Wednesday, February 11, 2015

Troubleshooting - Failed to write file data on cluster disk 1 partition 1, failure reason: The disk structure is corrupted and unreadable

One of the initial task in setting up a windows cluster for SQL failover cluster, is to validate if the servers fulfill all the network, storage, hardware and software requirements. It helps you to work through the setting up and straights things up before the really deal.

Sometimes, it is a step with full of surprises, especially when you don't have the control over how the server was set up. To be fair, it is quite a list of items and it is fair to say my network/system team missed on one or two things, which is still acceptable. Validation is like a QC check against the built servers to match the standard. On the other hands, some issue would just a pure kind of jerk that shows up to make your hard day harder.

I have the following issue returned, on the storage section, which make me and my network/SAN dude scratch our head a bit. The "Validate a configuration" check shows:

Interestingly, new shared drive created at the SAN shows up as corrupted. I tested the drive and I can read and write to it. It just not pass the validation. First come to my mind, is to reformat the drive 1 from the disk management msc. And that doesn't help. Indeed, I realise that the approach was wrong.

I researched on a few forums to look for the solution. First everyone suggested that (potential) Cluster Disk 1 doesn't corresponding to the physical disks which listed in the disk management msc.

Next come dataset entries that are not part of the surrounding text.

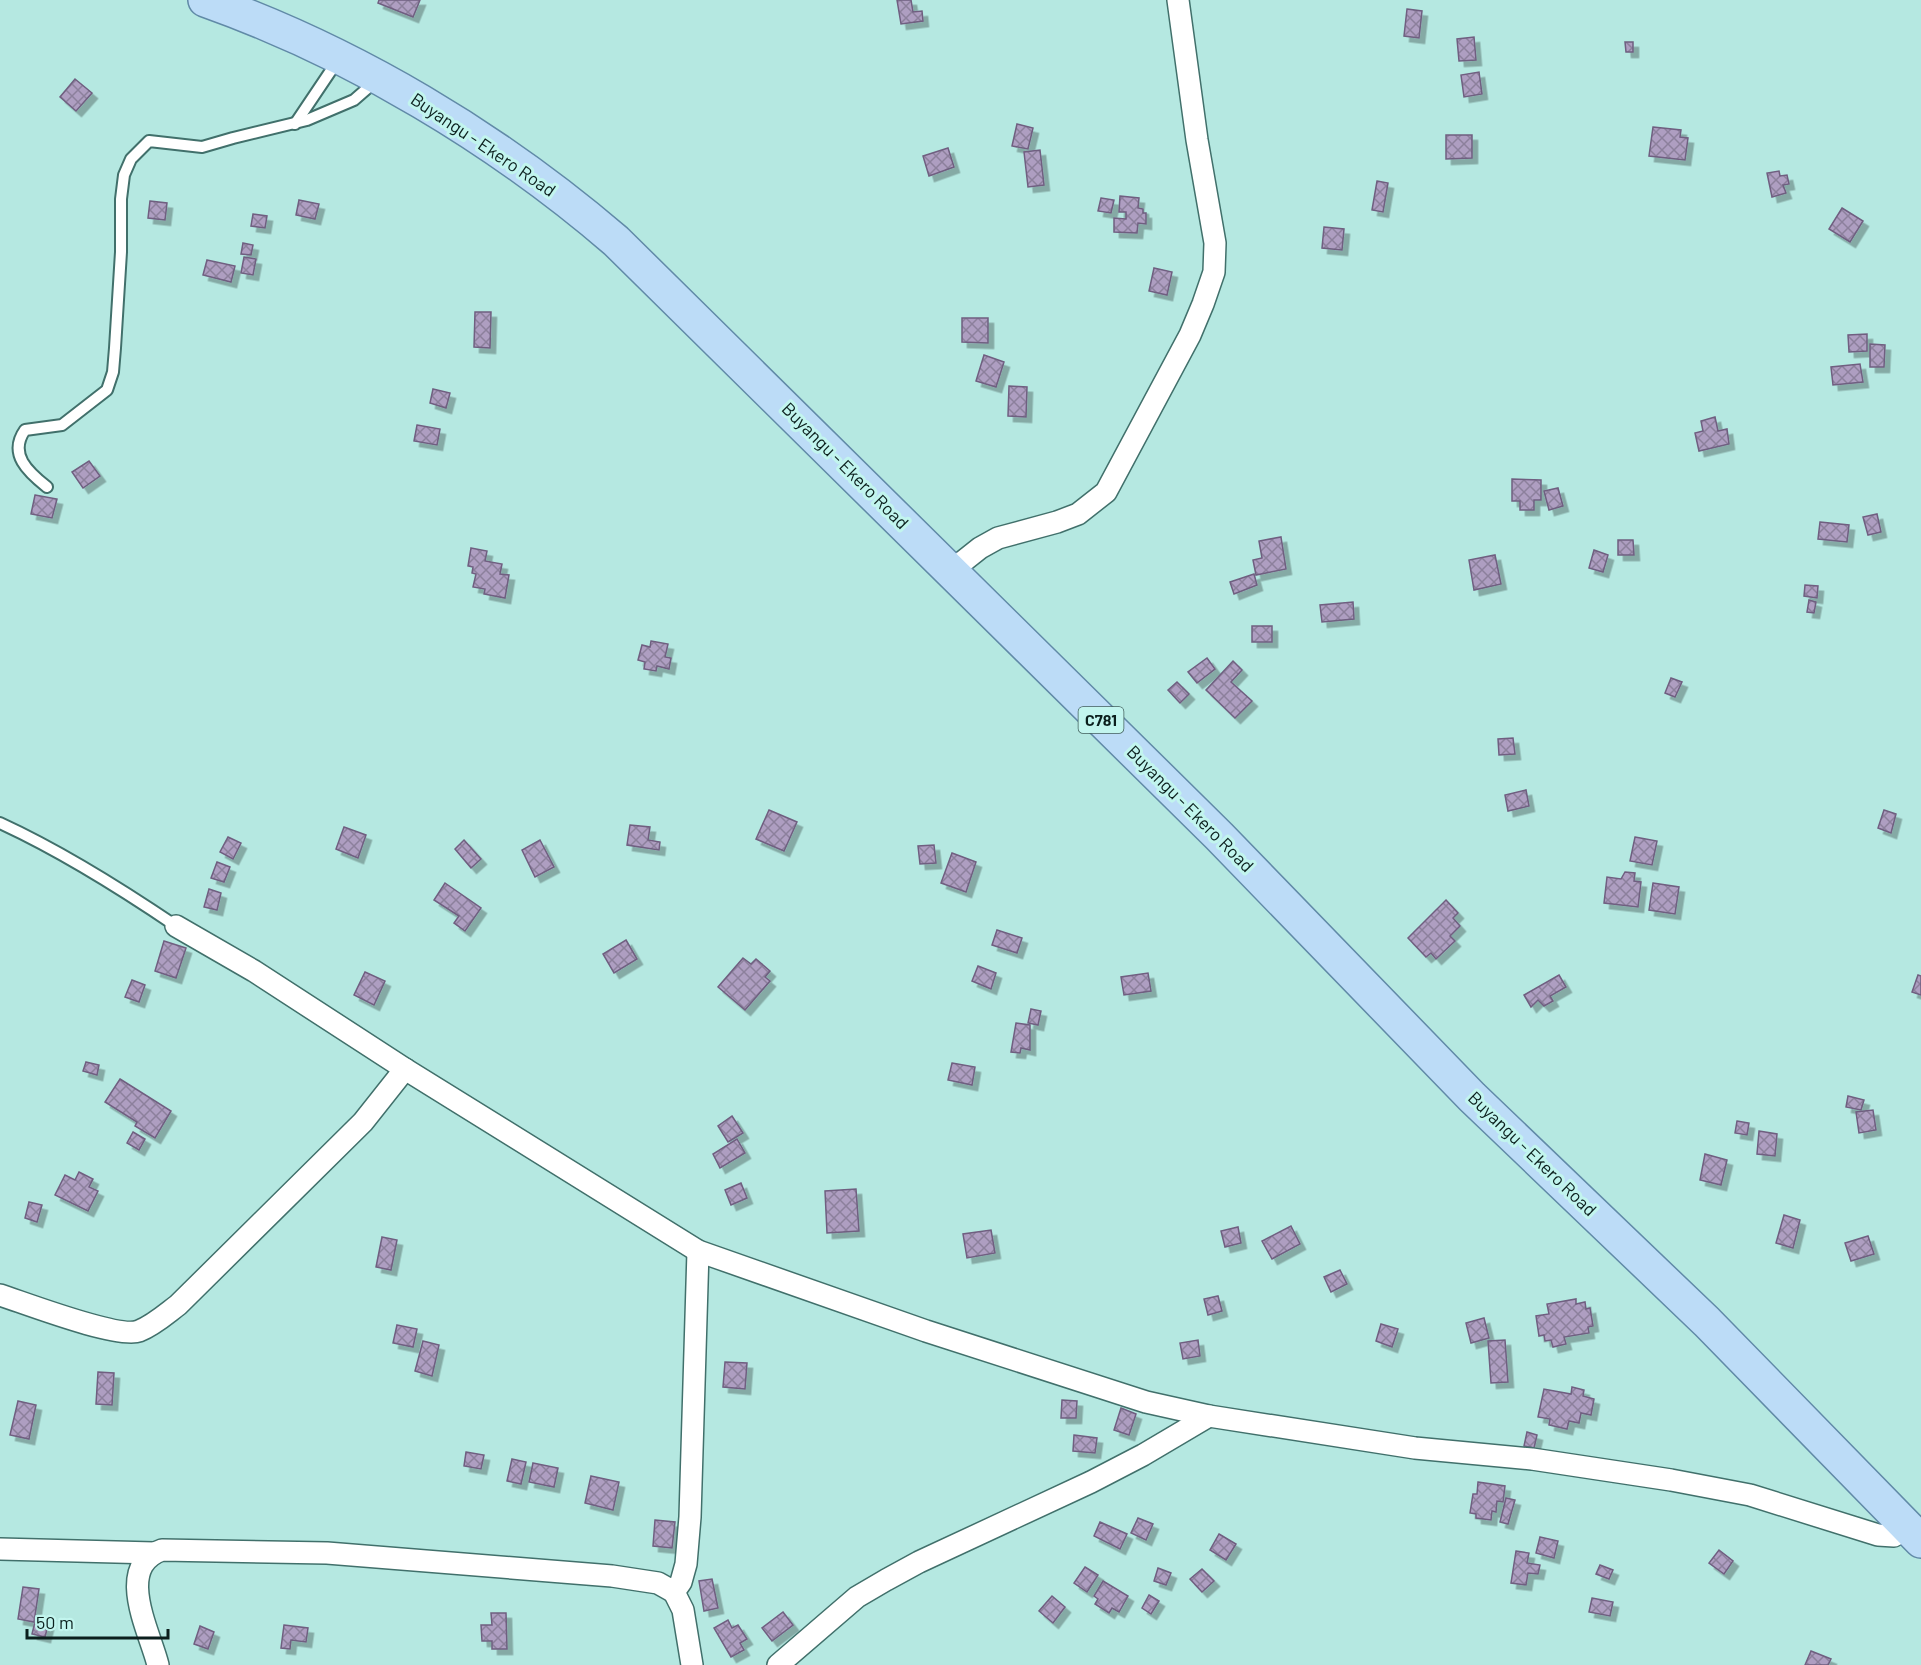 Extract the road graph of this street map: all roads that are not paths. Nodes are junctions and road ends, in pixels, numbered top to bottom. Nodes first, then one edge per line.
1 (205, 0) edge
2 (1178, 0) edge
3 (340, 57) junction
4 (379, 78) junction
5 (295, 123) junction
6 (47, 487) dead end
7 (951, 571) junction
8 (0, 822) edge
9 (176, 926) joint
10 (405, 1069) junction
11 (698, 1251) junction
12 (0, 1295) edge
13 (1209, 1416) junction
14 (1914, 1534) edge
15 (0, 1549) edge
16 (154, 1553) junction
17 (674, 1592) junction
18 (158, 1665) edge
19 (692, 1665) edge
20 (778, 1665) edge

1 - 3 main road, Buyangu - Ekero Road / C781
2 - 7 street
3 - 4 main road, Buyangu - Ekero Road / C781
3 - 5 lane
4 - 5 lane
4 - 7 main road, Buyangu - Ekero Road / C781
5 - 6 lane
7 - 14 main road, Buyangu - Ekero Road / C781
8 - 9 lane
9 - 10 street
10 - 11 street
10 - 12 street
11 - 13 street
11 - 17 street
13 - 14 street
13 - 20 street
15 - 16 street
16 - 17 street
16 - 18 street
17 - 19 street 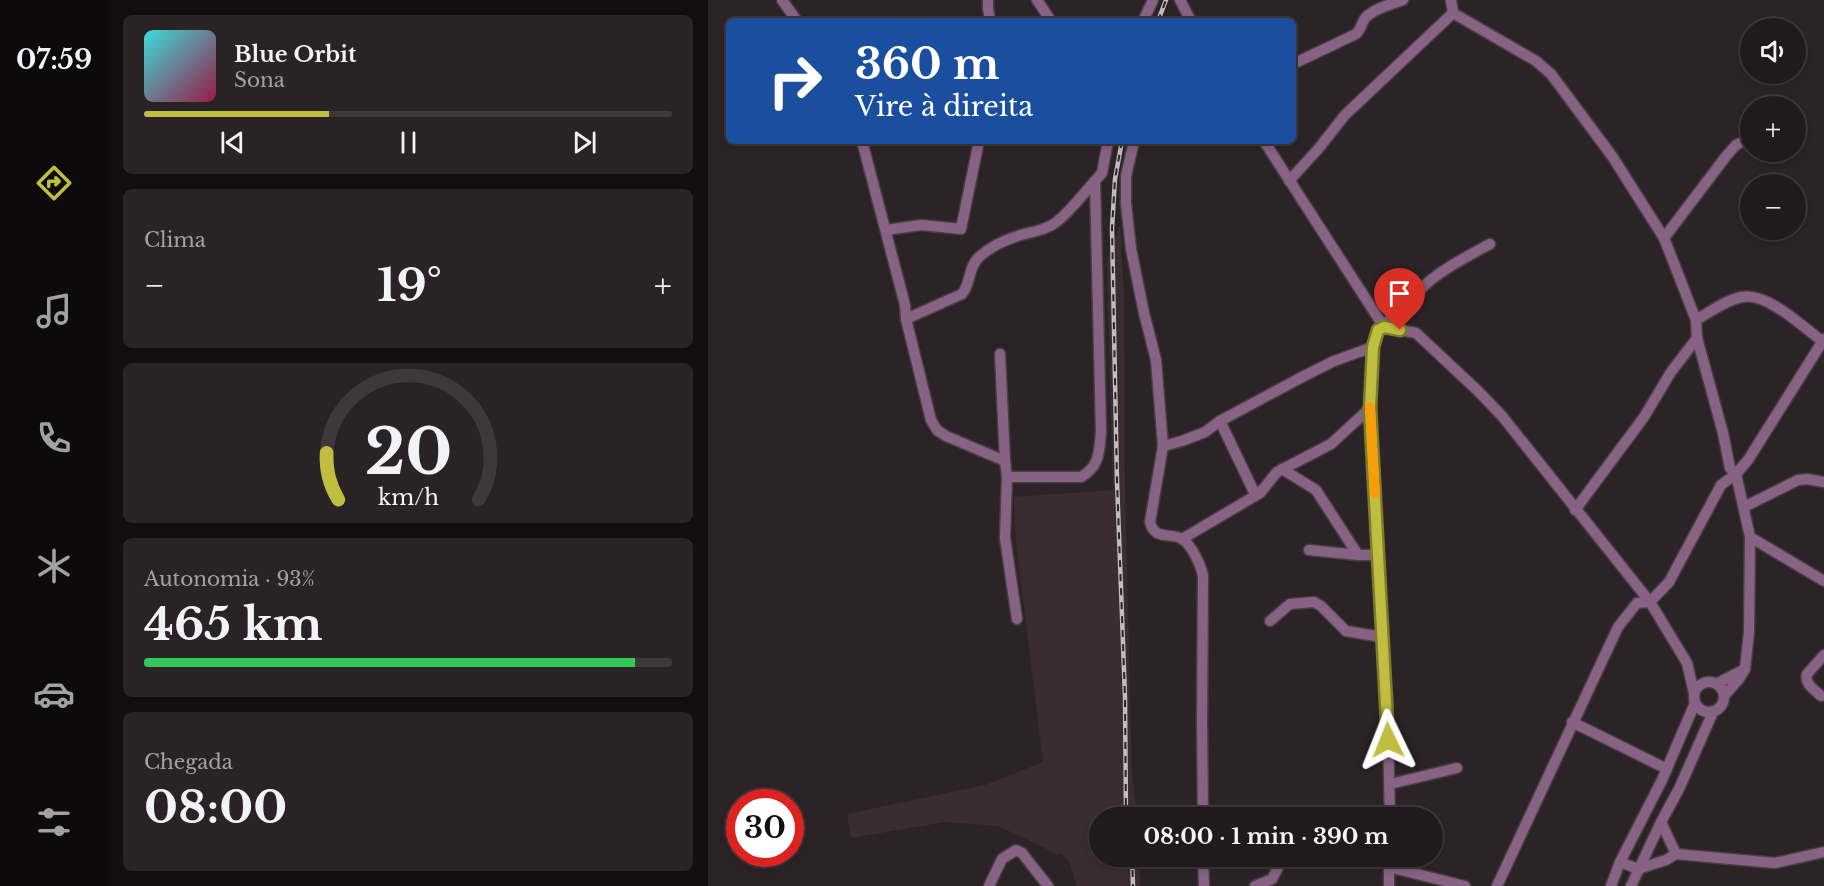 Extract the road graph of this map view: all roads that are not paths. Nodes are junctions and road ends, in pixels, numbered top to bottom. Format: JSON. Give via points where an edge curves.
{"nodes":[{"id":1,"x":782,"y":0,"type":"edge"},
{"id":2,"x":988,"y":0,"type":"edge"},
{"id":3,"x":1037,"y":0,"type":"edge"},
{"id":4,"x":1153,"y":0,"type":"edge"},
{"id":5,"x":1180,"y":0,"type":"edge"},
{"id":6,"x":1403,"y":0,"type":"edge"},
{"id":7,"x":1451,"y":0,"type":"edge"},
{"id":8,"x":1453,"y":13,"type":"junction"},
{"id":9,"x":795,"y":18,"type":"edge"},
{"id":10,"x":990,"y":18,"type":"edge"},
{"id":11,"x":1049,"y":18,"type":"edge"},
{"id":12,"x":1142,"y":18,"type":"edge"},
{"id":13,"x":1187,"y":18,"type":"edge"},
{"id":14,"x":1296,"y":63,"type":"edge"},
{"id":15,"x":863,"y":144,"type":"edge"},
{"id":16,"x":978,"y":144,"type":"edge"},
{"id":17,"x":1107,"y":144,"type":"edge"},
{"id":18,"x":1133,"y":144,"type":"edge"},
{"id":19,"x":1266,"y":144,"type":"edge"},
{"id":20,"x":1740,"y":144,"type":"edge"},
{"id":21,"x":1095,"y":181,"type":"junction"},
{"id":22,"x":1289,"y":181,"type":"junction"},
{"id":23,"x":886,"y":230,"type":"junction"},
{"id":24,"x":1664,"y":238,"type":"junction"},
{"id":25,"x":1490,"y":244,"type":"dead end"},
{"id":26,"x":906,"y":319,"type":"junction"},
{"id":27,"x":1696,"y":320,"type":"junction"},
{"id":28,"x":1384,"y":325,"type":"junction"},
{"id":29,"x":1697,"y":338,"type":"junction"},
{"id":30,"x":1824,"y":339,"type":"edge"},
{"id":31,"x":1373,"y":347,"type":"junction"},
{"id":32,"x":1000,"y":354,"type":"dead end"},
{"id":33,"x":1370,"y":408,"type":"junction"},
{"id":34,"x":1220,"y":421,"type":"junction"},
{"id":35,"x":1163,"y":446,"type":"junction"},
{"id":36,"x":1005,"y":461,"type":"junction"},
{"id":37,"x":1282,"y":469,"type":"junction"},
{"id":38,"x":1736,"y":474,"type":"junction"},
{"id":39,"x":1007,"y":477,"type":"junction"},
{"id":40,"x":1824,"y":482,"type":"edge"},
{"id":41,"x":1255,"y":494,"type":"junction"},
{"id":42,"x":1744,"y":507,"type":"junction"},
{"id":43,"x":1575,"y":510,"type":"junction"},
{"id":44,"x":1750,"y":537,"type":"junction"},
{"id":45,"x":1182,"y":539,"type":"junction"},
{"id":46,"x":1309,"y":550,"type":"dead end"},
{"id":47,"x":1358,"y":555,"type":"junction"},
{"id":48,"x":1378,"y":555,"type":"junction"},
{"id":49,"x":1824,"y":581,"type":"edge"},
{"id":50,"x":1650,"y":602,"type":"junction"},
{"id":51,"x":1017,"y":619,"type":"dead end"},
{"id":52,"x":1270,"y":621,"type":"dead end"},
{"id":53,"x":1382,"y":637,"type":"junction"},
{"id":54,"x":1824,"y":655,"type":"edge"},
{"id":55,"x":1687,"y":663,"type":"junction"},
{"id":56,"x":1745,"y":669,"type":"junction"},
{"id":57,"x":1713,"y":683,"type":"junction"},
{"id":58,"x":1724,"y":696,"type":"junction"},
{"id":59,"x":1821,"y":696,"type":"dead end"},
{"id":60,"x":1695,"y":698,"type":"junction"},
{"id":61,"x":1713,"y":712,"type":"junction"},
{"id":62,"x":1572,"y":722,"type":"junction"},
{"id":63,"x":1457,"y":768,"type":"dead end"},
{"id":64,"x":1664,"y":774,"type":"junction"},
{"id":65,"x":1390,"y":784,"type":"junction"},
{"id":66,"x":1679,"y":789,"type":"junction"},
{"id":67,"x":1203,"y":807,"type":"edge"},
{"id":68,"x":1390,"y":807,"type":"edge"},
{"id":69,"x":1661,"y":822,"type":"junction"},
{"id":70,"x":1824,"y":852,"type":"edge"},
{"id":71,"x":1676,"y":854,"type":"junction"},
{"id":72,"x":1620,"y":862,"type":"junction"},
{"id":73,"x":1203,"y":867,"type":"edge"},
{"id":74,"x":1278,"y":867,"type":"edge"},
{"id":75,"x":1389,"y":867,"type":"edge"},
{"id":76,"x":1405,"y":867,"type":"edge"},
{"id":77,"x":1638,"y":869,"type":"junction"},
{"id":78,"x":988,"y":886,"type":"edge"},
{"id":79,"x":1048,"y":886,"type":"edge"},
{"id":80,"x":1204,"y":886,"type":"edge"},
{"id":81,"x":1255,"y":886,"type":"edge"},
{"id":82,"x":1389,"y":886,"type":"edge"},
{"id":83,"x":1465,"y":886,"type":"edge"},
{"id":84,"x":1497,"y":886,"type":"edge"},
{"id":85,"x":1611,"y":886,"type":"edge"},
{"id":86,"x":1631,"y":886,"type":"edge"}],
"edges":[{"from":1,"to":9,"type":"street"},
{"from":2,"to":10,"type":"street"},
{"from":3,"to":11,"type":"street"},
{"from":4,"to":12,"type":"street"},
{"from":5,"to":13,"type":"street"},
{"from":6,"to":14,"type":"street","via":[[1368,15],[1356,34]]},
{"from":7,"to":8,"type":"street"},
{"from":8,"to":22,"type":"street","via":[[1345,115]]},
{"from":8,"to":24,"type":"street","via":[[1536,61],[1551,74],[1612,156]]},
{"from":15,"to":23,"type":"street"},
{"from":16,"to":23,"type":"street","via":[[961,228],[921,225]]},
{"from":17,"to":21,"type":"street","via":[[1102,173]]},
{"from":18,"to":35,"type":"street","via":[[1126,176],[1126,203],[1131,249],[1156,360]]},
{"from":19,"to":22,"type":"street"},
{"from":20,"to":24,"type":"street","via":[[1727,155]]},
{"from":21,"to":26,"type":"street","via":[[1057,222],[1001,243],[976,259],[962,294]]},
{"from":21,"to":39,"type":"street","via":[[1101,432],[1097,460],[1091,471],[1081,477]]},
{"from":22,"to":28,"type":"street"},
{"from":23,"to":26,"type":"street"},
{"from":24,"to":27,"type":"street"},
{"from":25,"to":28,"type":"street","via":[[1426,285]]},
{"from":26,"to":36,"type":"street","via":[[934,426],[946,436]]},
{"from":27,"to":29,"type":"street"},
{"from":27,"to":30,"type":"street","via":[[1734,299],[1751,297],[1767,301]]},
{"from":28,"to":31,"type":"street","via":[[1378,330]]},
{"from":28,"to":43,"type":"street","via":[[1416,333],[1478,390]]},
{"from":29,"to":38,"type":"street","via":[[1730,468]]},
{"from":29,"to":43,"type":"street"},
{"from":30,"to":38,"type":"street"},
{"from":31,"to":33,"type":"street"},
{"from":31,"to":34,"type":"street","via":[[1334,361]]},
{"from":32,"to":36,"type":"street"},
{"from":33,"to":37,"type":"street","via":[[1331,444]]},
{"from":33,"to":48,"type":"street"},
{"from":34,"to":35,"type":"street","via":[[1205,432]]},
{"from":34,"to":41,"type":"street"},
{"from":35,"to":45,"type":"street","via":[[1150,522],[1157,533]]},
{"from":36,"to":39,"type":"street"},
{"from":37,"to":41,"type":"street"},
{"from":37,"to":47,"type":"street","via":[[1316,490]]},
{"from":38,"to":42,"type":"street"},
{"from":38,"to":50,"type":"street","via":[[1721,485],[1669,582]]},
{"from":39,"to":51,"type":"street","via":[[1005,538]]},
{"from":40,"to":42,"type":"street","via":[[1798,480]]},
{"from":41,"to":45,"type":"street"},
{"from":42,"to":44,"type":"street"},
{"from":43,"to":50,"type":"street"},
{"from":44,"to":49,"type":"street"},
{"from":44,"to":56,"type":"street"},
{"from":45,"to":67,"type":"street","via":[[1196,556],[1203,576]]},
{"from":46,"to":47,"type":"street"},
{"from":47,"to":48,"type":"street"},
{"from":48,"to":53,"type":"street"},
{"from":50,"to":55,"type":"street"},
{"from":50,"to":62,"type":"street","via":[[1637,603],[1617,627]]},
{"from":52,"to":53,"type":"street","via":[[1294,602],[1314,602],[1346,631]]},
{"from":53,"to":65,"type":"street"},
{"from":54,"to":59,"type":"street","via":[[1806,677]]},
{"from":55,"to":57,"type":"street"},
{"from":55,"to":60,"type":"street"},
{"from":56,"to":57,"type":"street"},
{"from":56,"to":58,"type":"street"},
{"from":57,"to":58,"type":"street"},
{"from":57,"to":60,"type":"street","via":[[1701,685]]},
{"from":58,"to":61,"type":"street","via":[[1722,706]]},
{"from":60,"to":61,"type":"street","via":[[1702,711]]},
{"from":60,"to":64,"type":"street"},
{"from":61,"to":66,"type":"street"},
{"from":62,"to":64,"type":"street"},
{"from":62,"to":84,"type":"street"},
{"from":63,"to":65,"type":"street"},
{"from":64,"to":66,"type":"street"},
{"from":64,"to":72,"type":"street"},
{"from":65,"to":68,"type":"street"},
{"from":66,"to":69,"type":"street"},
{"from":69,"to":71,"type":"street"},
{"from":69,"to":77,"type":"street"},
{"from":70,"to":71,"type":"street","via":[[1775,863]]},
{"from":71,"to":77,"type":"street"},
{"from":72,"to":77,"type":"street"},
{"from":72,"to":85,"type":"street"},
{"from":73,"to":80,"type":"street"},
{"from":74,"to":81,"type":"street","via":[[1272,879]]},
{"from":75,"to":82,"type":"street"},
{"from":76,"to":83,"type":"street"},
{"from":77,"to":86,"type":"street"},
{"from":78,"to":79,"type":"street","via":[[1002,859],[1016,850]]}]}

To determine what disk is the troublemaker, we need to check the List Potential Cluster Disks at the storage section in the validation report, then take a note of the disk ID. For example, I have an issue with Cluster Disk 1, and look up the list of potential cluster disks give me the ID c188f5ac:

Then, from the List All Disks, which lists any disk attached to the servers, we can then identify the disk in trouble with the disk ID mentioned above.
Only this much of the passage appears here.